Pooideae, la plus grande sous-famille des graminées (Poaceae), se compose d'environ 4000 espèces, y compris des cultures vivrières économiquement importantes telles que le blé, l'orge, l'avoine et le ray-grass. Les membres de cette sous-famille peuvent survivre dans certains des environnements les plus extrêmes du monde, y compris les régions boréales glaciales et les steppes arides et sujettes à la sécheresse. Étant donné que le climat a tendance à être un facteur clé dans la définition des limites de l'aire de répartition des espèces, la compréhension des contributions relatives de la sécheresse et de la tolérance au froid chez les Pooideae peut aider à prédire leur réponse aux futurs changements climatiques.

Dans un article récent publié dans Annals of Botany, l'auteur principal Aayudh Das et ses collègues ont évalué l'aridité et les températures minimales des habitats de 22 spécimens divers de Pooideae et un groupe externe afin de comparer les facteurs climatiques avec les traits stomatiques, y compris la conductance et la vitesse de fermeture. Ces caractéristiques, qui sont liées à l'efficacité de l'utilisation de l'eau, ont été liées à la fois à la sécheresse et à la tolérance au froid.

Image: canva.

Les auteurs ont constaté que l'aridité et la température minimale prédisent la variation de la survie après un stress dû à la sécheresse ou au froid. Cependant, ni la conductance stomatique ni la vitesse de fermeture n'expliquaient les relations entre le climat et la forme physique. Le comportement de fermeture des stomates avait tendance à être uniforme à travers les Pooideae, quelle que soit la tolérance à la sécheresse de l'espèce, ce qui a conduit les chercheurs à supposer que la variation des traits stomatiques peut avoir évolué davantage en réponse aux agents pathogènes qu'au climat, ou que le climat peut affecter les traits de manière inattendue. façons.

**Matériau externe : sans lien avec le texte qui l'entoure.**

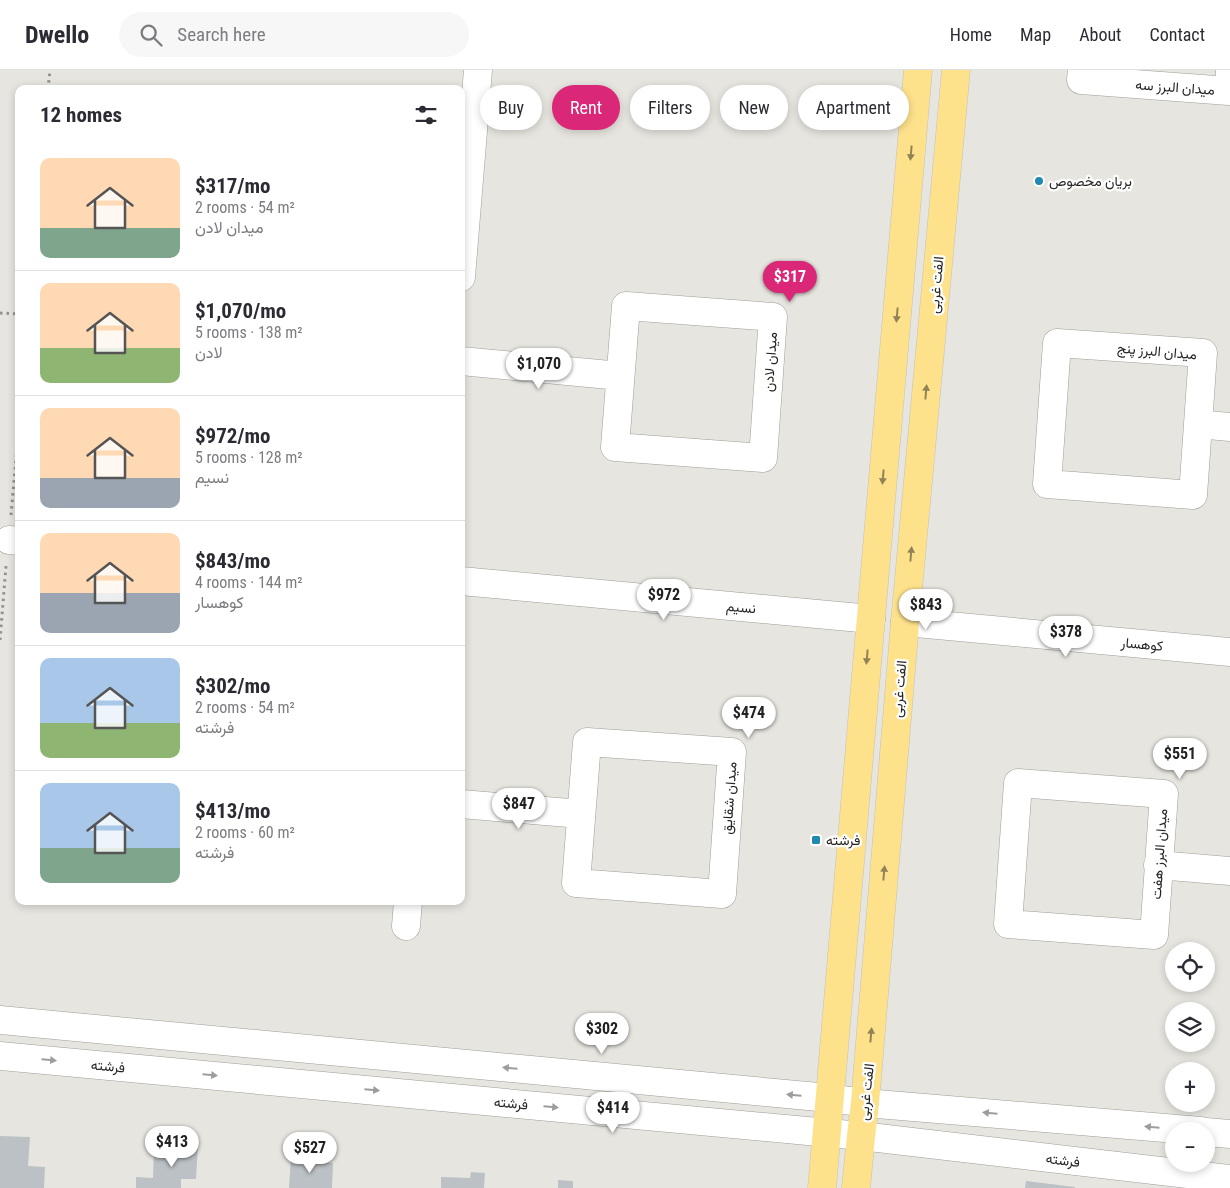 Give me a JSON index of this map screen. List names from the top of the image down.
{
  "streets": {
    "main road": ["الفت غربی"],
    "street": [
      "میدان البرز سه",
      "میدان البرز پنج",
      "میدان لادن",
      "نسیم",
      "کوهسار",
      "میدان شقایق",
      "میدان البرز هفت",
      "فرشته"
    ]
  },
  "crossings": [
    ["الفت غربی", "کوهسار"],
    ["الفت غربی", "فرشته"]
  ],
  "places": {
    "other": ["بریان مخصوص"],
    "transit": ["فرشته"]
  },
  "page": {
    "header": "Dwello",
    "search": "Search here",
    "nav": [
      "Home",
      "Map",
      "About",
      "Contact"
    ],
    "chip": [
      "Buy",
      "Rent",
      "Filters",
      "New",
      "Apartment"
    ],
    "heading": "12 homes",
    "list": [
      {
        "name": "$317/mo",
        "note": "2 rooms · 54 m² · میدان لادن"
      },
      {
        "name": "$1,070/mo",
        "note": "5 rooms · 138 m² · لادن"
      },
      {
        "name": "$972/mo",
        "note": "5 rooms · 128 m² · نسیم"
      },
      {
        "name": "$843/mo",
        "note": "4 rooms · 144 m² · کوهسار"
      },
      {
        "name": "$302/mo",
        "note": "2 rooms · 54 m² · فرشته"
      },
      {
        "name": "$413/mo",
        "note": "2 rooms · 60 m² · فرشته"
      }
    ],
    "price": [
      "$317",
      "$1,070",
      "$972",
      "$843",
      "$378",
      "$474",
      "$551",
      "$847",
      "$302",
      "$414",
      "$413",
      "$527"
    ],
    "map_buttons": ["+", "−"]
  }
} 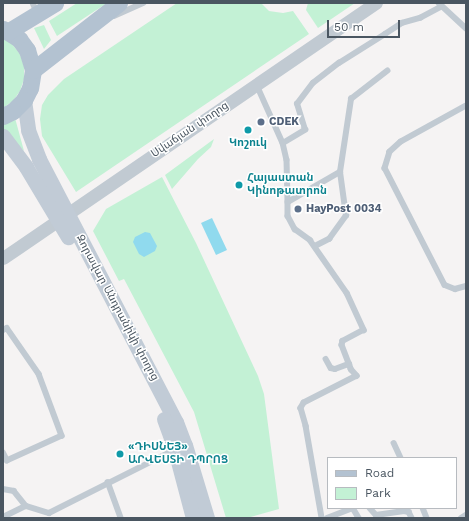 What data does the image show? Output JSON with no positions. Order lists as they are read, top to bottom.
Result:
{
  "streets": {
    "main road": ["Զորավար Անդրանիկի փողոց"],
    "street": ["Սվաճյան փողոց"]
  },
  "crossings": [
    ["Սվաճյան փողոց", "Զորավար Անդրանիկի փողոց"]
  ],
  "places": [
    "CDEK",
    "Կոշուկ",
    "Հայաստան Կինոթատրոն",
    "HayPost 0034",
    "«ԴԻՍՆԵՅ» ԱՐՎԵՍՏԻ ԴՊՐՈՑ"
  ],
  "legend": ["Road", "Park"],
  "scale_bar": "50 m"
} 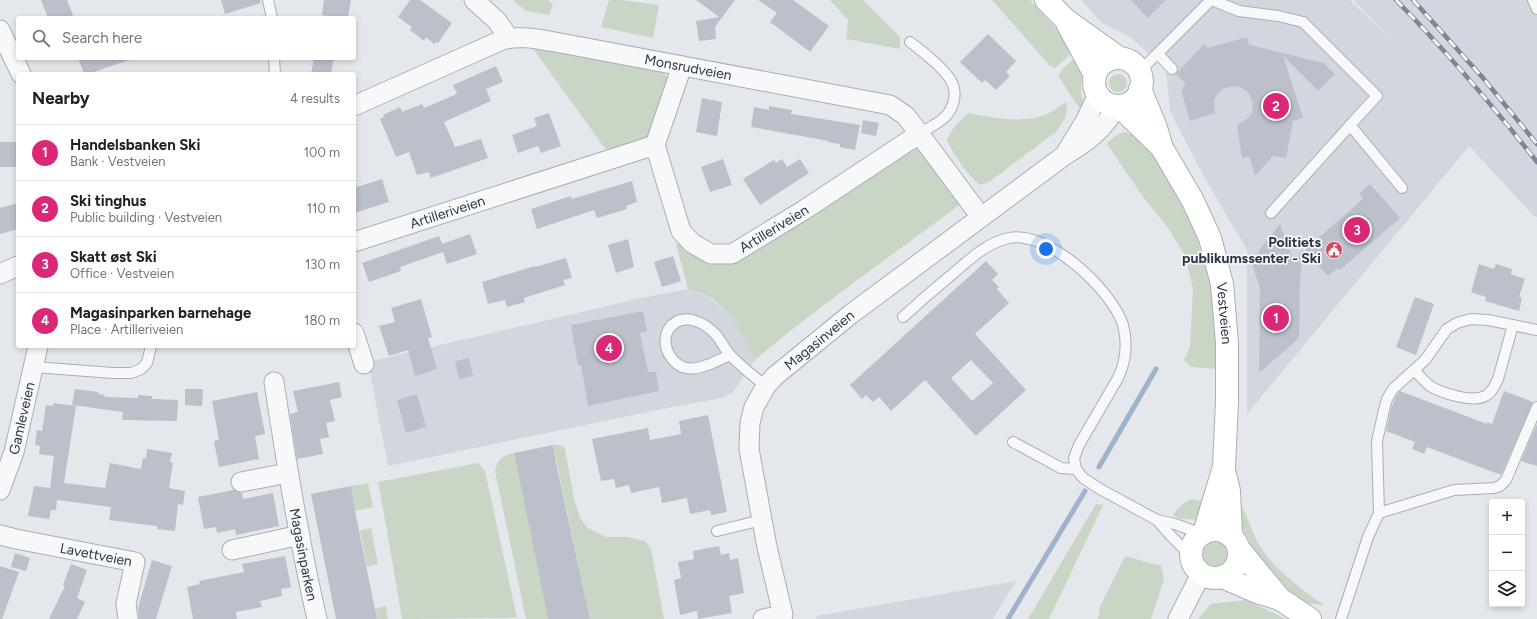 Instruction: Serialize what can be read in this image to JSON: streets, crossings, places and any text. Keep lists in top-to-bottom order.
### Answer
{
  "streets": {
    "street": [
      "Monsrudveien",
      "Artilleriveien",
      "Vestveien",
      "Magasinveien",
      "Gamleveien",
      "Magasinparken",
      "Lavettveien"
    ]
  },
  "crossings": [
    ["Monsrudveien", "Artilleriveien"],
    ["Monsrudveien", "Magasinveien"],
    ["Vestveien", "Magasinveien"]
  ],
  "places": {
    "public building": ["Politiets publikumssenter - Ski"]
  },
  "page": {
    "search": "Search here",
    "heading": ["Nearby", "4 results"],
    "pins": [
      "2",
      "3",
      "1",
      "4"
    ],
    "list": [
      {
        "mark": "1",
        "name": "Handelsbanken Ski",
        "note": "Bank · Vestveien",
        "value": "100 m"
      },
      {
        "mark": "2",
        "name": "Ski tinghus",
        "note": "Public building · Vestveien",
        "value": "110 m"
      },
      {
        "mark": "3",
        "name": "Skatt øst Ski",
        "note": "Office · Vestveien",
        "value": "130 m"
      },
      {
        "mark": "4",
        "name": "Magasinparken barnehage",
        "note": "Place · Artilleriveien",
        "value": "180 m"
      }
    ],
    "map_buttons": ["+", "−"]
  }
} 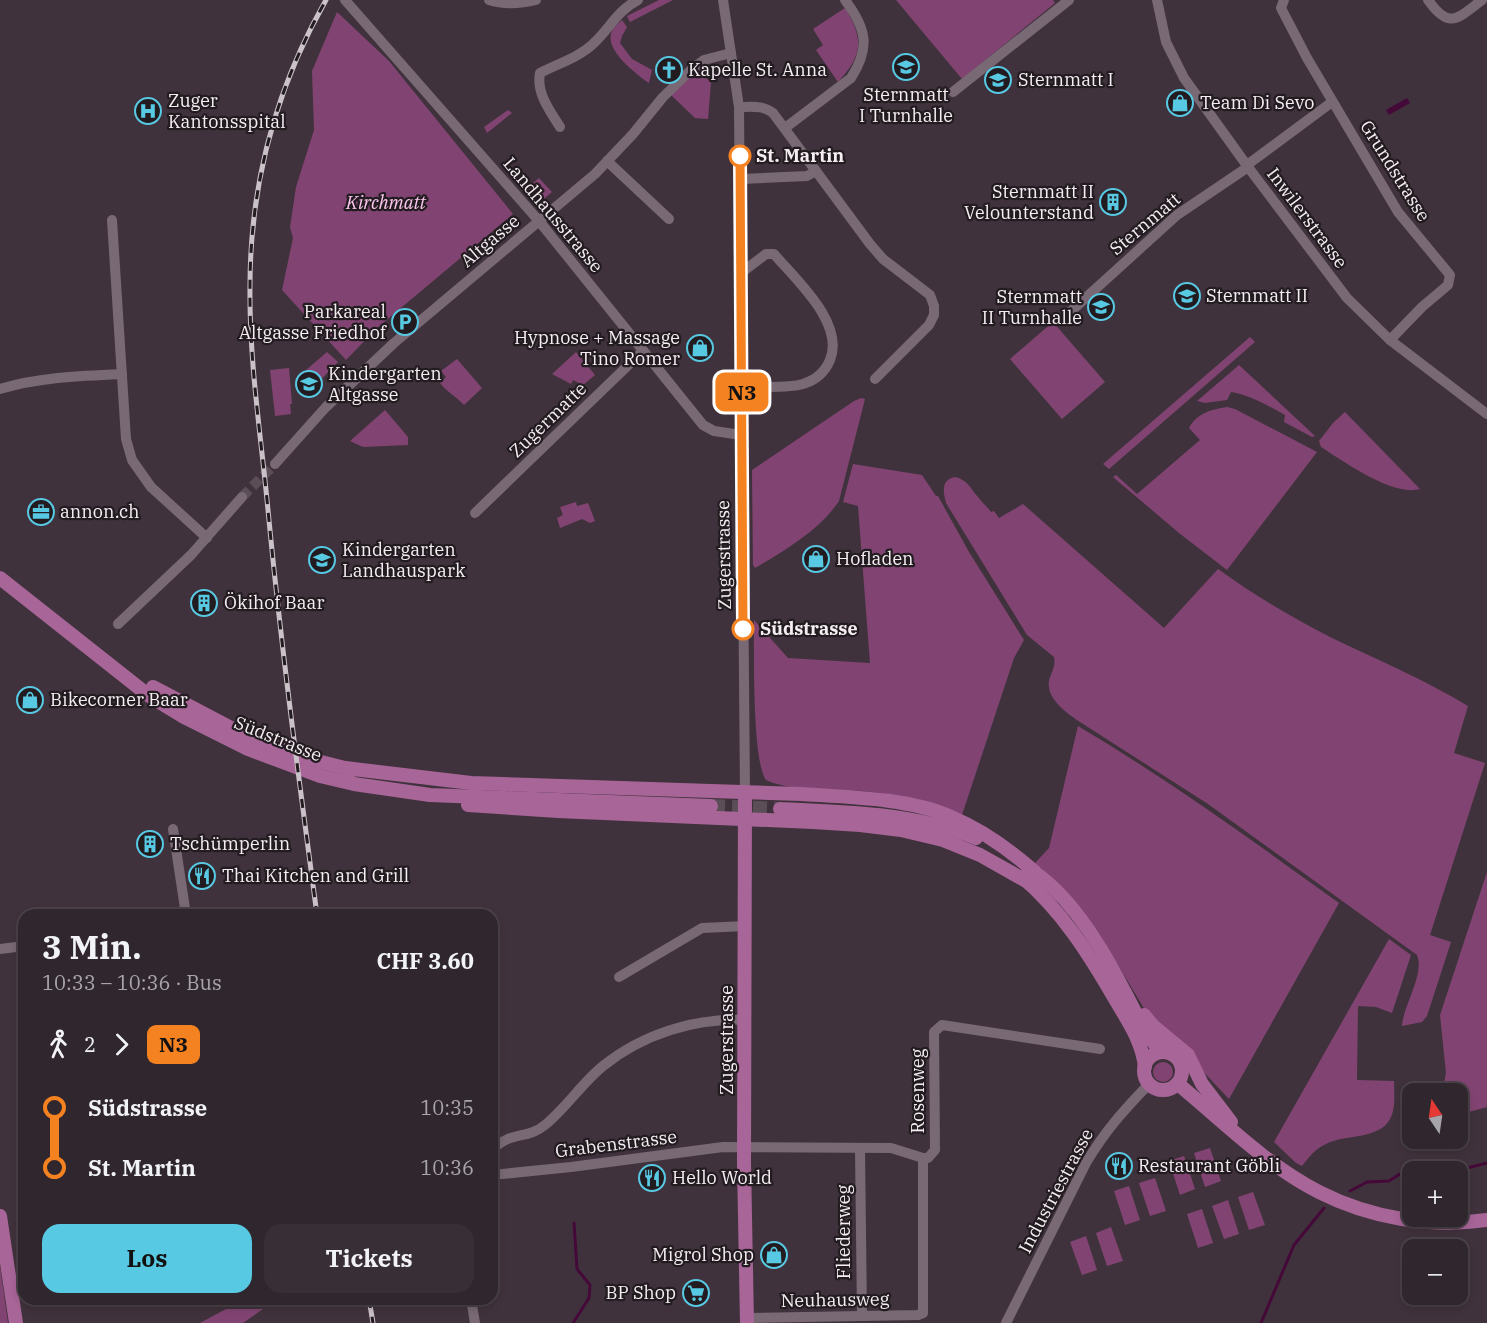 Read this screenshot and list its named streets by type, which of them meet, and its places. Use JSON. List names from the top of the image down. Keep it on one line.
{"streets":{"main road":["Zugerstrasse","Südstrasse"],"street":["Grundstrasse","Landhausstrasse","Inwilerstrasse","Sternmatt","Altgasse","Zugermatte","Rosenweg","Grabenstrasse","Industriestrasse","Fliederweg","Neuhausweg"]},"crossings":[["Grundstrasse","Inwilerstrasse"],["Grundstrasse","Sternmatt"],["Landhausstrasse","Altgasse"],["Landhausstrasse","Zugermatte"],["Landhausstrasse","Zugerstrasse"],["Inwilerstrasse","Sternmatt"],["Altgasse","Zugerstrasse"],["Zugerstrasse","Grabenstrasse"],["Zugerstrasse","Neuhausweg"],["Rosenweg","Neuhausweg"],["Fliederweg","Neuhausweg"]],"parks":["Kirchmatt"],"places":{"school or university":["Sternmatt I Turnhalle","Sternmatt I","Sternmatt II","Sternmatt II Turnhalle","Kindergarten Altgasse","Kindergarten Landhauspark"],"church":["Kapelle St. Anna"],"shop":["Team Di Sevo","Hypnose + Massage Tino Romer","Hofladen","Bikecorner Baar","Migrol Shop"],"hospital":["Zuger Kantonsspital"],"other":["St. Martin","Südstrasse"],"building":["Sternmatt II Velounterstand","Ökihof Baar","Tschümperlin"],"parking":["Parkareal Altgasse Friedhof"],"office":["annon.ch"],"restaurant":["Thai Kitchen and Grill","Restaurant Göbli","Hello World"],"supermarket":["BP Shop"]},"lines":["bus line N3"],"north":"top","page":{"on_map":"N3","heading":["3 Min.","10:33 – 10:36 · Bus","CHF 3.60"],"legs":["2","N3"],"list":[{"name":"Südstrasse","value":"10:35"},{"name":"St. Martin","value":"10:36"}],"map_buttons":["+","−"],"buttons":["Los","Tickets"]}}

"[N] ous concluons que la variation des traits stomatiques n'a pas été un moteur constant des distributions climatiques dans les graminées Pooideae. Cela met en évidence les limites potentielles de la modification des traits stomatiques pour une productivité accrue des plantes et ouvre la voie à de futurs travaux évaluant le rôle d'autres traits (par exemple, le transport de l'eau) impliqués dans l'adaptation des graminées à la sécheresse et au froid », écrivent les auteurs. Ils suggèrent que les études futures pourraient se concentrer sur des traits tels que la morphologie des feuilles, le rapport biomasse pousse-racine, l'accumulation de sucre ou l'hydraulique.